I’m sorry. I’m really really sorry for what I know so many of you reading this have been put through. I’m sorry you’ve been kicked and beaten away from God. Religion isn’t what you want right now, and that is understandable. You don’t want something folks used to hurt you like that.
But if you’re seeking, if you ever go looking for God again, remember one thing: he is always beyond what anyone tells you he is. People tend to stick God in small spaces: uncaring, indulgant, vengeful. The smaller their mind is, the smaller and less three-dementional their God is. Then we learn about one perspective, usually an ugly, boogie man one, meant for control.

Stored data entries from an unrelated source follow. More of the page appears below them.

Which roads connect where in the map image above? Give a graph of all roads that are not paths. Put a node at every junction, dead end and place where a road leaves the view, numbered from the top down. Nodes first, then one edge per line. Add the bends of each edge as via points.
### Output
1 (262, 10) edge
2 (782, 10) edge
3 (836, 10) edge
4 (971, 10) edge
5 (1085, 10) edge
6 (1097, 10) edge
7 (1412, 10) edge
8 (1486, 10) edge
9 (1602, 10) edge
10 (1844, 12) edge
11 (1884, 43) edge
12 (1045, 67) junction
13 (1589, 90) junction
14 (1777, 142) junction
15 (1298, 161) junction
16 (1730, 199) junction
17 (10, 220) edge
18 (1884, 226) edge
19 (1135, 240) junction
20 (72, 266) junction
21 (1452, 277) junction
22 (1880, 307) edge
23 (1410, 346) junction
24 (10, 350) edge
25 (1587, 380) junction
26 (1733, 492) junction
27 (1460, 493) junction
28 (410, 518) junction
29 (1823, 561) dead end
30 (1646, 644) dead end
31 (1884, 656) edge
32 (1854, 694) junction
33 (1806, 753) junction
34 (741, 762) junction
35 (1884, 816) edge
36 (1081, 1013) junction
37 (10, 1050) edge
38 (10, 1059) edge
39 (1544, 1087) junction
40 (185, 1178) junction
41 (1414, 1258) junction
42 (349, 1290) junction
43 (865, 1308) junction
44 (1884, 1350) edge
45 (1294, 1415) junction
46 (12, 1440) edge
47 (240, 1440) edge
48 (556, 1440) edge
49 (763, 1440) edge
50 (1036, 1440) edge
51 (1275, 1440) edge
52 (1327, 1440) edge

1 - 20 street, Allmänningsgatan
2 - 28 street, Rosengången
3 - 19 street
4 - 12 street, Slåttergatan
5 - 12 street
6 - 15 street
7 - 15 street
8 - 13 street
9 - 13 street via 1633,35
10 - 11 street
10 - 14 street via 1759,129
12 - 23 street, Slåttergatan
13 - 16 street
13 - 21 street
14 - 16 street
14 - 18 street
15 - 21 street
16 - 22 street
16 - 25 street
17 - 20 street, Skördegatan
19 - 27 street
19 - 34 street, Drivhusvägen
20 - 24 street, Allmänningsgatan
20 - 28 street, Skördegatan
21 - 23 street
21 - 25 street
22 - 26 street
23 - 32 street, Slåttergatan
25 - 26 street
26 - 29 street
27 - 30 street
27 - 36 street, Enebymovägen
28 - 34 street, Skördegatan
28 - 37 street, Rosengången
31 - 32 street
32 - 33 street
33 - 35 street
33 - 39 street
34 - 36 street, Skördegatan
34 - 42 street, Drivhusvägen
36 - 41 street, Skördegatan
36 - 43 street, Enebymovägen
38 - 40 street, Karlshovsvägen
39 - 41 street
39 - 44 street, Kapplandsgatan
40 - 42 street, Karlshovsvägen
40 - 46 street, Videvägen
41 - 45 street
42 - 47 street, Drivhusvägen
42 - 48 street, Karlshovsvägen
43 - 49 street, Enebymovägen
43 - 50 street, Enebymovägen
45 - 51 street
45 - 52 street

Thing is, we were made good. We were made to be good. We were also made free moral agents with the capacity to make stupid, even evil decisions. We can screw up our goodness something awful, but we weren’t made that way. Heaven and Earth, I hope you never believe you were made that way. Sin? Sin is easy to see. It’s easy to point fingers at others, and it’s easy to look inside yourself and feel shame, and sure, God sees the sin. But he also sees deeper than that, down deep inside your soul where everything you were meant to be lies all curled up, waiting to bloom. We were made full of light and beauty, and we can stuff ourselves full of crap and God still sees past it to the loveliness inside and calls it out. People in the church have crushed my spirit, but a God of compassion has lifted me up and given me my dreams back again. You don’t have to have your parent’s faith to have faith. You don’t have to have your church’s faith to have faith. All you need is Christ, and he does love you. We are called to come out from them. To come away from the people who stand between us and God, even our own parents.

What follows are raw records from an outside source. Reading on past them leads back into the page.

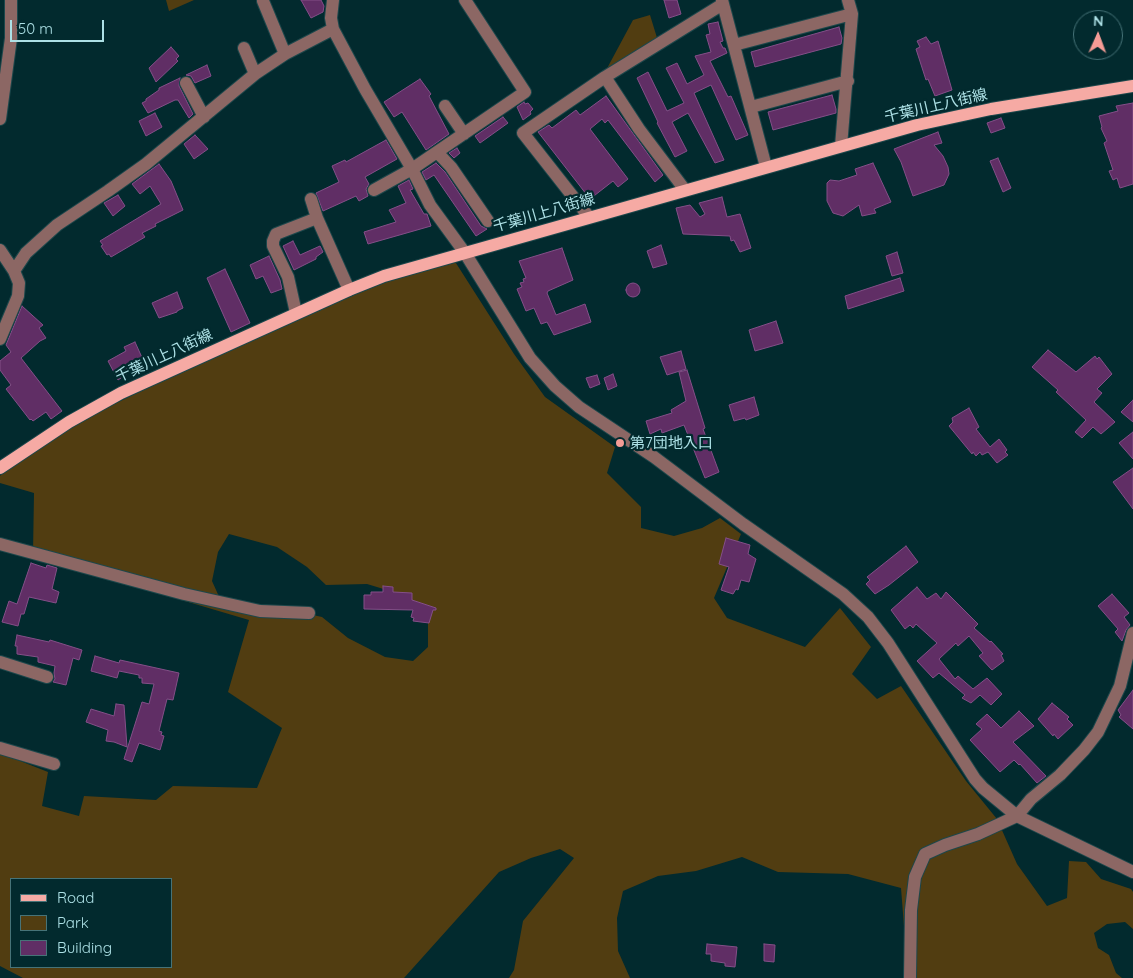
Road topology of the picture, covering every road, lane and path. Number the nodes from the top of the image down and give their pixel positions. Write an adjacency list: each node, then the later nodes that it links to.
1 (11, 0): 20 (street)
2 (263, 0): 11 (street)
3 (333, 0): 8 (street)
4 (465, 0): 21 (street)
5 (848, 0): 7 (street)
6 (723, 2): 9 (street); 13 (street)
7 (852, 14): 9 (street); 14 (street)
8 (334, 29): 11 (street); 25 (street)
9 (734, 45): 18 (street)
10 (244, 48): 12 (street)
11 (285, 54): 12 (street)
12 (255, 74): 19 (street)
13 (604, 77): 27 (street); 29 (street)
14 (848, 81): 18 (street); 22 (street)
15 (186, 83): 19 (street)
16 (1133, 86): 22 (main road, 千葉川上八街線)
17 (445, 106): 21 (street)
18 (751, 107): 24 (street)
19 (204, 117): 34 (street)
20 (0, 119)
21 (464, 134): 23 (street)
22 (841, 146): 24 (main road, 千葉川上八街線)
23 (437, 152): 25 (street); 31 (street)
24 (766, 167): 27 (main road, 千葉川上八街線)
25 (412, 169): 26 (street); 33 (street)
26 (374, 190)
27 (685, 190): 29 (main road, 千葉川上八街線)
28 (311, 198): 30 (street)
29 (589, 217): 33 (main road, 千葉川上八街線)
30 (317, 218): 35 (street); 36 (street)
31 (488, 221)
32 (0, 250): 34 (street)
33 (465, 253): 35 (main road, 千葉川上八街線); 46 (street)
34 (14, 271): 37 (street)
35 (349, 290): 36 (main road, 千葉川上八街線)
36 (296, 313): 38 (main road, 千葉川上八街線)
37 (0, 339)
38 (0, 468)
39 (0, 544): 40 (street)
40 (309, 613)
41 (1133, 633): 46 (street)
42 (0, 662): 43 (street)
43 (47, 677)
44 (0, 748): 45 (street)
45 (54, 764)
46 (1017, 816): 47 (street); 48 (street)
47 (1133, 872)
48 (910, 978)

I hope your spirit finds peace. I hope your soul finds healing. I hope you find someone who can gather all your hurt in their arms and carry you when you aren’t strong enough to go on. May all the purest love in the world fill up your empty spaces and help you breathe again, and may truth blot out the lies that eat up your joy. Whoever you are, wherever you are, I hope you are blessed. I hope you find the light in your darkness.
I have heard these well-intentioned sentiments before. But they come from a faulty assumption, the assumption that someone like me has walked away from god and christianity because of pain. In reality, pain has often been the catalyst for seeking, questioning, and searching; something that shakes you from complacency and causes you to wonder. And there was an entire decade between realizing the abuse of my parent’s religion and completely walking away from god. A decade of searching and seeking for the truth, or attempting to find it within a Christian paradigm. A decade of relentless questioning and changing because I cared more about truth than tradition. The things that we went through, the spiritual abuse, the emotional abuse….these are not what ultimately led us away from god, those of us who have rejected him. A heart that seeks truth did that. A mind that questions everything did that. A decision based on years worth of study and honest searching did that. So while I do appreciate the heart that sentiments like yours comes from, I do not appreciate the misunderstanding and resulting insinuation that my de-conversion was an emotional reaction to suffering. It was not.
I have found peace, healing, true love, and light. But not in anyone’s version of god. My life is full and happy and successful. Without god. I do not find the god of the Bible to be comforting in any definition of the word. And I am too honest to believe in the various versions of god that every human has created for themselves.
Yes Darcy, this. This so much. You say very well what I have gotten tired of trying to explain to those who insist I just never heard quite the right things about god. Believe me, I know how to hold logic over my emotions and follow truth over what I feel. Thankfully I have found real truth and in that, liberty from religion and the paralyzing fear of god.
Also, excellent article here. Exactly what I have discovered raising my sweet daughter. I look at her perfect beauty and cannot comprehend how anyone could ever shame such. Healing from the shame hurts, but I find joy knowing that my daughter will never have my scars. Your kids are lucky.